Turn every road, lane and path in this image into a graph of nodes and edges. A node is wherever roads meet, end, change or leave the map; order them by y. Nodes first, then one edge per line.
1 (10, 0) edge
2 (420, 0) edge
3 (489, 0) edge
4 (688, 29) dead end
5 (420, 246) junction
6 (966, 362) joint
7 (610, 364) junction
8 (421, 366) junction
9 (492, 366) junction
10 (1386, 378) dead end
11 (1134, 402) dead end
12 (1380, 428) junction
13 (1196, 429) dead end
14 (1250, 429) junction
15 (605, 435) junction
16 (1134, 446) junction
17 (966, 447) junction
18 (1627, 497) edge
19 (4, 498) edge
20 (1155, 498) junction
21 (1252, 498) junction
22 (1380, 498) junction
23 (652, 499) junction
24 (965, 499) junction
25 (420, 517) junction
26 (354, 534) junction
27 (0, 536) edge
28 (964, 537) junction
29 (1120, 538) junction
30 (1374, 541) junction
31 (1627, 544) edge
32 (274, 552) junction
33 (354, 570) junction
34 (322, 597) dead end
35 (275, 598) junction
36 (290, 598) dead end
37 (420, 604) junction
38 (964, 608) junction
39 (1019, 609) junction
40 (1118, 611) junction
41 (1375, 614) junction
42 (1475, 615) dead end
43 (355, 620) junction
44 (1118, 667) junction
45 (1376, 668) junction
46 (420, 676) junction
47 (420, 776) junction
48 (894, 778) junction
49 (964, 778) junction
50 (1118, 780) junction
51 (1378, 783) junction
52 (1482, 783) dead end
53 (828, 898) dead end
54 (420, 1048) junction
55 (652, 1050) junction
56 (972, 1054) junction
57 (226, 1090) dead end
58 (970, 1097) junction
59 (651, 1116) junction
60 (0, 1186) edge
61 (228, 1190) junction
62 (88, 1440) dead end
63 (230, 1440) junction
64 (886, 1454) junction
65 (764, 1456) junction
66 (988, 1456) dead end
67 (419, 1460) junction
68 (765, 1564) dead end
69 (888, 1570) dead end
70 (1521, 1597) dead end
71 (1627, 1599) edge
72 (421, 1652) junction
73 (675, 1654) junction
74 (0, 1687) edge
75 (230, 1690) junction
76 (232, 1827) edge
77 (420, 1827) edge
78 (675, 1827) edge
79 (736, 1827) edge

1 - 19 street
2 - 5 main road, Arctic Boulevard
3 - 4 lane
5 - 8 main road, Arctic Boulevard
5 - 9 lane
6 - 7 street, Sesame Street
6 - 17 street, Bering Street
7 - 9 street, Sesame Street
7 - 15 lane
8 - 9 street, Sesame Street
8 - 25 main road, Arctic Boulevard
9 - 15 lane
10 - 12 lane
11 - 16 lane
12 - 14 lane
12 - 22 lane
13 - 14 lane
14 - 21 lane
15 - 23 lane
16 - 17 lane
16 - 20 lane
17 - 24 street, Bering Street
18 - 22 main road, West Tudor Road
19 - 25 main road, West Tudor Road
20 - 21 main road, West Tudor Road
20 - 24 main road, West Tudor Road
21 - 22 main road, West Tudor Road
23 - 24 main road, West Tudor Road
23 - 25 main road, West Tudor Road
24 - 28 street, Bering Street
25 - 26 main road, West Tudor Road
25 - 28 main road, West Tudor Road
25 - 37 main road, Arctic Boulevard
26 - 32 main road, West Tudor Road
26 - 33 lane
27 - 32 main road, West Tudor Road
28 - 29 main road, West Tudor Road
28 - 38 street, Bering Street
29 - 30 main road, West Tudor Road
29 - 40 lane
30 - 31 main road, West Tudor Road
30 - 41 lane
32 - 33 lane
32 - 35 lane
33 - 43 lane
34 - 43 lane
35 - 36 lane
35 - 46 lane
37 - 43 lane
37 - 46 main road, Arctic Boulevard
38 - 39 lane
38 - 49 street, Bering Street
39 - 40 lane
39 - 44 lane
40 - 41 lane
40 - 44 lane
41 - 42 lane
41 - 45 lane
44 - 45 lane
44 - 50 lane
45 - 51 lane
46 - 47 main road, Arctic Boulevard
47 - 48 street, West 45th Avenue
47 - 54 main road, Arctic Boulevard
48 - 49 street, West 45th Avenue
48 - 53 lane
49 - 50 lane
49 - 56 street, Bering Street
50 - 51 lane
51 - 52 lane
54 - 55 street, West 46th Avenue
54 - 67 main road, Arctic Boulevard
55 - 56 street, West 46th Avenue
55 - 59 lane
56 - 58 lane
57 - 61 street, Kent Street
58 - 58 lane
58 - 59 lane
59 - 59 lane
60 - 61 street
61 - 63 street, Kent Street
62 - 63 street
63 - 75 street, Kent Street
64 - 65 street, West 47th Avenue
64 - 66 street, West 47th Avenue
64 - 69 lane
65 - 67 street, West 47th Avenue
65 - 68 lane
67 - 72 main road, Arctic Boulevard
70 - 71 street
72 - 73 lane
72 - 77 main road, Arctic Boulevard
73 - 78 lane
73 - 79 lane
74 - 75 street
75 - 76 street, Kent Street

******************************

### [Activity]
Counting only lines that contain the word "Kent", give the number found in the data, and nothing else.

### [Solved exercise]
4